In this collection you will find nuns and men in collars, as well as a fortune teller, a pet goldfish, and a sock monkey. These are poems of girlhood and deathbeds, poems concerned with safety, and story, and speaking up. Their strength lies in Leslie Shiel‘s emotional accuracy and truth telling, in the interplay between her clear-minded sensibility and her yearnings, and in her willingness to see and name both the difficulties and the comforts of human relationships.
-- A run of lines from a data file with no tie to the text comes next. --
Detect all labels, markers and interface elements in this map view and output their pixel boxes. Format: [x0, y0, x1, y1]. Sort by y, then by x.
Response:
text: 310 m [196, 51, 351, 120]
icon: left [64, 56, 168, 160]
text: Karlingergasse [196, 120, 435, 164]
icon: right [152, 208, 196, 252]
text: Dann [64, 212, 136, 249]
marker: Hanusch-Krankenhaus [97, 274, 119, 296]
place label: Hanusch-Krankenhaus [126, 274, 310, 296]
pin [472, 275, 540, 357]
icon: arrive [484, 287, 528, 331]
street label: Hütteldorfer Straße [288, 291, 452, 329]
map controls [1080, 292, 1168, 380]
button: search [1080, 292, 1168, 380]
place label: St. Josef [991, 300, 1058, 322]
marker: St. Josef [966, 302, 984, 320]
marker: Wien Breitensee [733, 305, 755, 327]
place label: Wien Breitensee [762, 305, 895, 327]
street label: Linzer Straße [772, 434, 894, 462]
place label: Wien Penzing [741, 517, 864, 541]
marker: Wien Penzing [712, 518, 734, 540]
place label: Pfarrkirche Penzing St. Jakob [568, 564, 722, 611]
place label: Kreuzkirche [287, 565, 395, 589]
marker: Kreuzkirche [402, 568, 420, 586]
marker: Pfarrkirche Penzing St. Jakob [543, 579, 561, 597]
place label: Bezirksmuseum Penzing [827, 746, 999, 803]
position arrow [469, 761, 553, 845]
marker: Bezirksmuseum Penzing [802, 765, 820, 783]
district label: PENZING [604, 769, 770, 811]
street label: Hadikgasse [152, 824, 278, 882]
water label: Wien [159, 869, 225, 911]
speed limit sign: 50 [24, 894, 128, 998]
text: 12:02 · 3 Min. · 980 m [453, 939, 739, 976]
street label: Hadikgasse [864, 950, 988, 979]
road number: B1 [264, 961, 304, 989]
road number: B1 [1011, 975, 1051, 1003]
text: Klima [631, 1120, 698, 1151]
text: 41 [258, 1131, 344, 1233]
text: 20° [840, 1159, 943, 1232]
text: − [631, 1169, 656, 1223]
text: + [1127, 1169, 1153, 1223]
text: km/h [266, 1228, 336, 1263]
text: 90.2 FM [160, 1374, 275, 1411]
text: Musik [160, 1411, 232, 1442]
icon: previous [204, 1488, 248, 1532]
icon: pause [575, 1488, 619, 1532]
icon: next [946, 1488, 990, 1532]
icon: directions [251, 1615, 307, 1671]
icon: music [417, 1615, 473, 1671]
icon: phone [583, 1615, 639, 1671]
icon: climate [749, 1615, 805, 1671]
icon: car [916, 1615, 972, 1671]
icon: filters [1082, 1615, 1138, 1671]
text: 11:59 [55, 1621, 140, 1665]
At the heart of these poems are family history, friendships among women, a patient kind of longing, and “stars/ trapped in damp ceilings.” Shiel has learned from the grandmother she writes of how to work knots and to untangle, and she lays her untanglings out for us in a way that is moving, and recognizable, and oh so pleasurable. She is a poet moved by experience and mystery, and her beautiful, important poems will call us back to them again and again.
–Tara Bray, author of Small Mothers of Fright and Mistaken for Song
Giving voice to our true selves requires facing down fears about consequences or what the future holds. In Braided, Siel captures this struggle with tender and compelling insight, depicting a journey that can require harsh reckoning. Like Shiva, we must both destroy and create in the process. Shiel’s own voice shows us the reward can be great–a teller of truths for both herself and others, she “untangles fears” and “lays them out.”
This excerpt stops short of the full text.